Additional advantages, objects, and features of the invention will be set forth in part in the description which follows and in part will become apparent to those having ordinary skill in the art upon examination of the following or may be learned from practice of the invention.

Drawings

Fig. 1 is a schematic view of the present invention in an overall elevation view.

Fig. 2 is a schematic illustration of the invention in fig. 1.

Fig. 3 is a schematic top view of the multi-stage adding mechanism and the top ring and the movable top rod of the mounting plate.
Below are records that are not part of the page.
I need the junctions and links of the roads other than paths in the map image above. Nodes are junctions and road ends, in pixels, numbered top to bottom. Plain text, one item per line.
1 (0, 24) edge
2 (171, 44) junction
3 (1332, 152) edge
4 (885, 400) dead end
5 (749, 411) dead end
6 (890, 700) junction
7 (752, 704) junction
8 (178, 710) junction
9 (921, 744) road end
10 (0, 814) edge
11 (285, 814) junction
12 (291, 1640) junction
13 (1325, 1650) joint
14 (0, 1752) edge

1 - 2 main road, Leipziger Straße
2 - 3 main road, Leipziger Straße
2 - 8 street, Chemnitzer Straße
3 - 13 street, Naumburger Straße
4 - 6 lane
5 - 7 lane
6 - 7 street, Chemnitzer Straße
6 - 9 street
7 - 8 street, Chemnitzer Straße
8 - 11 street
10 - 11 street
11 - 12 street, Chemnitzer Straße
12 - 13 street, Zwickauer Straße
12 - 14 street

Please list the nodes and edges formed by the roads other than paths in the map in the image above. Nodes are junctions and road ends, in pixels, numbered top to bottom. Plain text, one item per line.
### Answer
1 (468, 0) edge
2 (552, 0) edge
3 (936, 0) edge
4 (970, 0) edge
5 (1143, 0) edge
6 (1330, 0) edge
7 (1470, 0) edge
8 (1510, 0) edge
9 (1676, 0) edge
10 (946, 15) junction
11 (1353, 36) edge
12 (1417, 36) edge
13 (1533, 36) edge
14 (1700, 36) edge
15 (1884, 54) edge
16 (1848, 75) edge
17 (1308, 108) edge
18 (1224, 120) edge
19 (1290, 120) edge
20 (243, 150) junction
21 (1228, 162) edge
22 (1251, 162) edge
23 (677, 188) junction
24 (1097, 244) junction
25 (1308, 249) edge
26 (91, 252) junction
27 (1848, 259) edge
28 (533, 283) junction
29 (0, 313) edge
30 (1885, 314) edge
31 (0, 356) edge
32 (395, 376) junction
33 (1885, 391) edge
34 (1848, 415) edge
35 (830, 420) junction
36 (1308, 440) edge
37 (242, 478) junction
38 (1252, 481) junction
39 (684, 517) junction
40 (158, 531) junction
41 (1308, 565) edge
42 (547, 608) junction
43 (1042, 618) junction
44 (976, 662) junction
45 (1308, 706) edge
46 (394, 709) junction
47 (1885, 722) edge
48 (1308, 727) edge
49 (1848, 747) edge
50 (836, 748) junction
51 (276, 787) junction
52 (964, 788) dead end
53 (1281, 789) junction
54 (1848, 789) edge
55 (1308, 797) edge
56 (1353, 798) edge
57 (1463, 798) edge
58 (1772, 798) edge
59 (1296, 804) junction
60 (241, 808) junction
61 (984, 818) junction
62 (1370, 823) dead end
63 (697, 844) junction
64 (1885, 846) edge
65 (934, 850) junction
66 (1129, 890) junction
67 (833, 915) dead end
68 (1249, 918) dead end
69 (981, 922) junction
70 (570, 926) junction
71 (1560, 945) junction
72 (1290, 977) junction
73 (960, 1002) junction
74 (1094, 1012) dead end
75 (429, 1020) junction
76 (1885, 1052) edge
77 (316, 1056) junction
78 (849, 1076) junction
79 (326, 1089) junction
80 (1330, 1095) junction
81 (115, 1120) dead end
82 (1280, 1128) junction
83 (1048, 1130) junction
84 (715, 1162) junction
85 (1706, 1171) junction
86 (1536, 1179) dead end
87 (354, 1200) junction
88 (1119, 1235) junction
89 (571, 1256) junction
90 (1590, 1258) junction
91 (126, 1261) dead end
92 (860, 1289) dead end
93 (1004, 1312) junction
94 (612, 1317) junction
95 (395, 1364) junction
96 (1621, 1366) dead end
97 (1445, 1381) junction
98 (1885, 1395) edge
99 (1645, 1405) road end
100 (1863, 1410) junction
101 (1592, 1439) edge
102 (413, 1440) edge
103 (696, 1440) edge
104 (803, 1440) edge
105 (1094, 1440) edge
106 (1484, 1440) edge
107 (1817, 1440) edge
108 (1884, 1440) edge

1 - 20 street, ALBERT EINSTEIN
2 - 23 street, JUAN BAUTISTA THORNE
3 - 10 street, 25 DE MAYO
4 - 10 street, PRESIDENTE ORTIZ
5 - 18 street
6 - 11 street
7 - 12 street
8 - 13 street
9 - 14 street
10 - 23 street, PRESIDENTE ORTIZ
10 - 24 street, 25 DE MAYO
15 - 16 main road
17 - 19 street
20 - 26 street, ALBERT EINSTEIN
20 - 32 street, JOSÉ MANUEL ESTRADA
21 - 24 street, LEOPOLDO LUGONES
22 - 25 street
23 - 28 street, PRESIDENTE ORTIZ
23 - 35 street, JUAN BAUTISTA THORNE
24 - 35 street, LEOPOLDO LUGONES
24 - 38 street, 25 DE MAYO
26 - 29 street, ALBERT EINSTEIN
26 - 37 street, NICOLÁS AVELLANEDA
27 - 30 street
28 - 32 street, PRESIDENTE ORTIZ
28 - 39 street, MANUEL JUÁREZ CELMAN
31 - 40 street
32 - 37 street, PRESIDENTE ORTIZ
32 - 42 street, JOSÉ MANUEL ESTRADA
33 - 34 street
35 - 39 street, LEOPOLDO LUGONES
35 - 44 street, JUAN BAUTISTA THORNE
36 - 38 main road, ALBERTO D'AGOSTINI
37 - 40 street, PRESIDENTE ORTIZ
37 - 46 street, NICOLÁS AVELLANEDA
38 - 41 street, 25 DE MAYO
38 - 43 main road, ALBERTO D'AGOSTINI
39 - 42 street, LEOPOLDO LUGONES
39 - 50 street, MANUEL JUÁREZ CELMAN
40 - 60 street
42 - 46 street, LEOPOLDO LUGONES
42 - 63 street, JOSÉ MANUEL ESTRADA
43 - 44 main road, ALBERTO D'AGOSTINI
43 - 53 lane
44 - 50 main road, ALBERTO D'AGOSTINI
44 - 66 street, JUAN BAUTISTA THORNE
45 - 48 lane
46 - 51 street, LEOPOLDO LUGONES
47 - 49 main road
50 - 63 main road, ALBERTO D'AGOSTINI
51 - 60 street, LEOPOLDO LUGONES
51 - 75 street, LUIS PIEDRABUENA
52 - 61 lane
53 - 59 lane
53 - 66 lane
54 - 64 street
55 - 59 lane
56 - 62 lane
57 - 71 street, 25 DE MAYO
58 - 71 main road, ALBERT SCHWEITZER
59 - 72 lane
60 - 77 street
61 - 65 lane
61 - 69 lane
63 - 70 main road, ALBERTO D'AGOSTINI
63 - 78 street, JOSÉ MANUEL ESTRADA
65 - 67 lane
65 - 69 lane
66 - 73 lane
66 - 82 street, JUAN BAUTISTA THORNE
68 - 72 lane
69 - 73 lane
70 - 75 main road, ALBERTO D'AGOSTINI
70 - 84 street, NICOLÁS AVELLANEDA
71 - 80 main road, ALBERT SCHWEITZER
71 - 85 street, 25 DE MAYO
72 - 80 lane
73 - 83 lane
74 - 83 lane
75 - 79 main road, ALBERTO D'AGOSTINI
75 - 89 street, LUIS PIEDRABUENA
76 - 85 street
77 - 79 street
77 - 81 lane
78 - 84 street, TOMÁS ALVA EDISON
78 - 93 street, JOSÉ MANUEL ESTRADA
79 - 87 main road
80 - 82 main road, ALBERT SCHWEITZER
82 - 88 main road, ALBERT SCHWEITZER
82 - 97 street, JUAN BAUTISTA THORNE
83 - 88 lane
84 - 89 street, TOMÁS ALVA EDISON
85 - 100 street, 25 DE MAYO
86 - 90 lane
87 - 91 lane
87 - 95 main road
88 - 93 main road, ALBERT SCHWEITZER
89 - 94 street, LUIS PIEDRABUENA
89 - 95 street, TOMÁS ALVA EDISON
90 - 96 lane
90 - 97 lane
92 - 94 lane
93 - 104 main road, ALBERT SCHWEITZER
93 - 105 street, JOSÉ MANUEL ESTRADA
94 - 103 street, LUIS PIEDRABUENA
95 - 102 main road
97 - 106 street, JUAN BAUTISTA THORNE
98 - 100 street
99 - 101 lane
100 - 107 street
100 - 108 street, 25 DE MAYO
Fig. 4 is an enlarged sectional view of a portion a in fig. 3.

Fig. 5 is a schematic structural view of the adjustment movable plate and the addition port.

FIG. 6 is a schematic overall perspective construction;

fig. 7 is a schematic logic diagram of the controller, infrared temperature sensor, electric push rod and stepper motor circuit.

In the figure: 1. smelting frame; 2. an electric control heating frame; 3. a work base plate; 4. a controller; 5. installing a frame; 6. mounting a plate; 7. adding a cover; 8. adding a pipe head; 9. smelting a crucible; 10. a top ring; 11. an infrared temperature sensor; 12. a frame cover; 13. a blanking pipe head; 14. installing a chute; 15. installing a sliding block; 16. a long connecting groove; 17. connecting the top block; 18. an electric push rod; 19. a movable ejector rod; 20. a multi-stage addition mechanism; 21. a fixing frame; 22. a stepping motor; 23. adjusting the movable plate; 24. adding a frame; 25. adding a through port; 26. a groove; 27. installing a notch; 28. an annular chute; 29. and (6) stabilizing the sliding block.

Detailed Description

The invention is further described below with reference to the accompanying drawings.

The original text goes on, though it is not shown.